17.5.11

Família Almeida - um ano de crise

Textos de Ana Cristina Pereira, in Público on-line

16.05.2011 Uma criatura chega ao pé da Manuela e zás.

­— Como é que estão as coisas?

— As coisas estão reduzidas a uma refeição quente por dia.

E ela levanta-se todos os dias. E ela arranja-se todos os dias. E ela sai de casa todos os dias. Porque todos os dias contam. E se uma criatura se deixa estar um dia pode querer deixar-se estar outro e outro e outro — até ficar colada a uma cama.

A Manuela acaba de fazer 49 anos e tem o 12.º ano. Está farta de ver anúncios nos jornais a pedir administrativas com menos de 35 e curso superior. Às vezes, vê a procura de emprego como “uma corrida contra uma parede de aço”. Parece impossível ultrapassá-la, mas ela acredita que a ultrapassará. Haverá uma porta. É preciso encontrá-la.

— A vida está para quem luta.

Estamos sentadas em cadeirões de um dos bares da Casa da Música. O dia está carrancudo. Não tarda nada, chove. No PÚBLICO, a história de um homem que perdeu a fortuna na Caixa Económica Faialense. O homem luta. Não fez outra coisa nos últimos 25 anos. Mas não parece ter a sabedoria dela. Ele avinagrou. Ela não. Talvez porque ela tem a música.

— A música é o oásis.



13.04.2011

Estive com a Manuela esta terça-feira. Parecia mais nova. Obra do novo penteado, trabalho final de uma estudante de cabeleireiro, alternativa para quem não tem dinheiro para entrar num salão.

Trouxe-me uma belíssima prenda: um marcador de livros. Já me tinha dito que fazia marcadores de croché e que os vendia para ganhar uns trocos. Nunca imaginei que fossem tão perfeitos.

Tem uma filha a estudar e outra a trabalhar. E a que está a trabalhar tem um contrato a termo certo.

Revolta-a o estado a que o país chegou. E revolta-a ouvir culpar os desempregados, os beneficiários de rendimento social de inserção — os mais vulneráveis. E não os banqueiros, os políticos — os decisores.

Continua à procura de trabalho — dia após dia após dia após dia. Sente-se num limbo.

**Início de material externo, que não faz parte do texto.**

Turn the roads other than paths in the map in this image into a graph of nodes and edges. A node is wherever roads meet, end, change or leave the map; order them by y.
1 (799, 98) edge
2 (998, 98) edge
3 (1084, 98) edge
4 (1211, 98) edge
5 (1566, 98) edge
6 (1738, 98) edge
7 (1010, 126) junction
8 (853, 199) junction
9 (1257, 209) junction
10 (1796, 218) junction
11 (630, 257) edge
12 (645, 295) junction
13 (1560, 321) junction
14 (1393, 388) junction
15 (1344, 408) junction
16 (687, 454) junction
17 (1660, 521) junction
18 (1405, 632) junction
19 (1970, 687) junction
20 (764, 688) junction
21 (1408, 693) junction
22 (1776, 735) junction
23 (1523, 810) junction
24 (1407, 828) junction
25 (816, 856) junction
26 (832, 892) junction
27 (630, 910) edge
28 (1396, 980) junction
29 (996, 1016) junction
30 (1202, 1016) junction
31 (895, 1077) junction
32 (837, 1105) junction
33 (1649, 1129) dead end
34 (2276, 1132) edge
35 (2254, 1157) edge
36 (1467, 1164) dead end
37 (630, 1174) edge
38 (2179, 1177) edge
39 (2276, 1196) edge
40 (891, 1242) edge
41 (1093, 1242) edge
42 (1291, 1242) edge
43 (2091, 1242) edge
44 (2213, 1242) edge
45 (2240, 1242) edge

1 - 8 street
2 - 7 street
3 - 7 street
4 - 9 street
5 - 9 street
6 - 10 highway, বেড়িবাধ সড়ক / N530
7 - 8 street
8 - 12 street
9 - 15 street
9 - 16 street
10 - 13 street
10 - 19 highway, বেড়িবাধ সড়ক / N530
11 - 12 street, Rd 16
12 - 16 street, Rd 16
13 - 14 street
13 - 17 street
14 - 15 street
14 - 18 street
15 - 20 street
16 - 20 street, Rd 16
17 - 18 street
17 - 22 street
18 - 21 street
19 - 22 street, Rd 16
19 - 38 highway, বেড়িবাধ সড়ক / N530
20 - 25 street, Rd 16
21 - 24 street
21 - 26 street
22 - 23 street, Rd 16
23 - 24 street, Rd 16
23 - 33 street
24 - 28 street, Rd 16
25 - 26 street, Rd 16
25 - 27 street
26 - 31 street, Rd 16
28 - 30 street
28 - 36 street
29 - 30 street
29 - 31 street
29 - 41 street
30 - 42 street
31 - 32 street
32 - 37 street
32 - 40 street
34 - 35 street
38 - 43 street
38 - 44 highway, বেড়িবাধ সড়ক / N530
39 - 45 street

— Parece que sou invisível. Não sei… É complicado. Já estou a perder o dom da multiplicação das refeições.

— Que quer isso dizer?

— A gente tem de poupar electricidade. Faz, por exemplo, uma carne estufada e isso também dá para um empadão, para uns rissóis ou para uma salada.

— E está mais difícil fazer isso?

— Parece que estamos a entrar em racionamento.

Não está a pensar em cruzar os braços, por muito que os peritos do Fundo Monetário Internacional digam que a economia continuará a cair, que o desemprego continuará a subir, que vem aí mais austeridade, menos protecção social. “Não vou entrar em negativismos. É viver um dia de cada vez.”

Ontem, estava tão desassossegada que só lhe “apetecia pegar nas pautas e tocar pela noite dentro”. Não podia. Tem o teclado avariado. “E depois? E depois?”, perguntava-me. “Há sempre uma solução: pega-se nas pautas, cantarola-se mentalmente a música que se lê e mexe-se os dedinhos nas teclas mudas. O que é preciso é aplicar bem a imaginação.”

A força dela contagia. A mim, só me apetecia levá-la a um concerto na Casa da Música. Hoje, a Manuela vai ouvir Grigory Sokolov.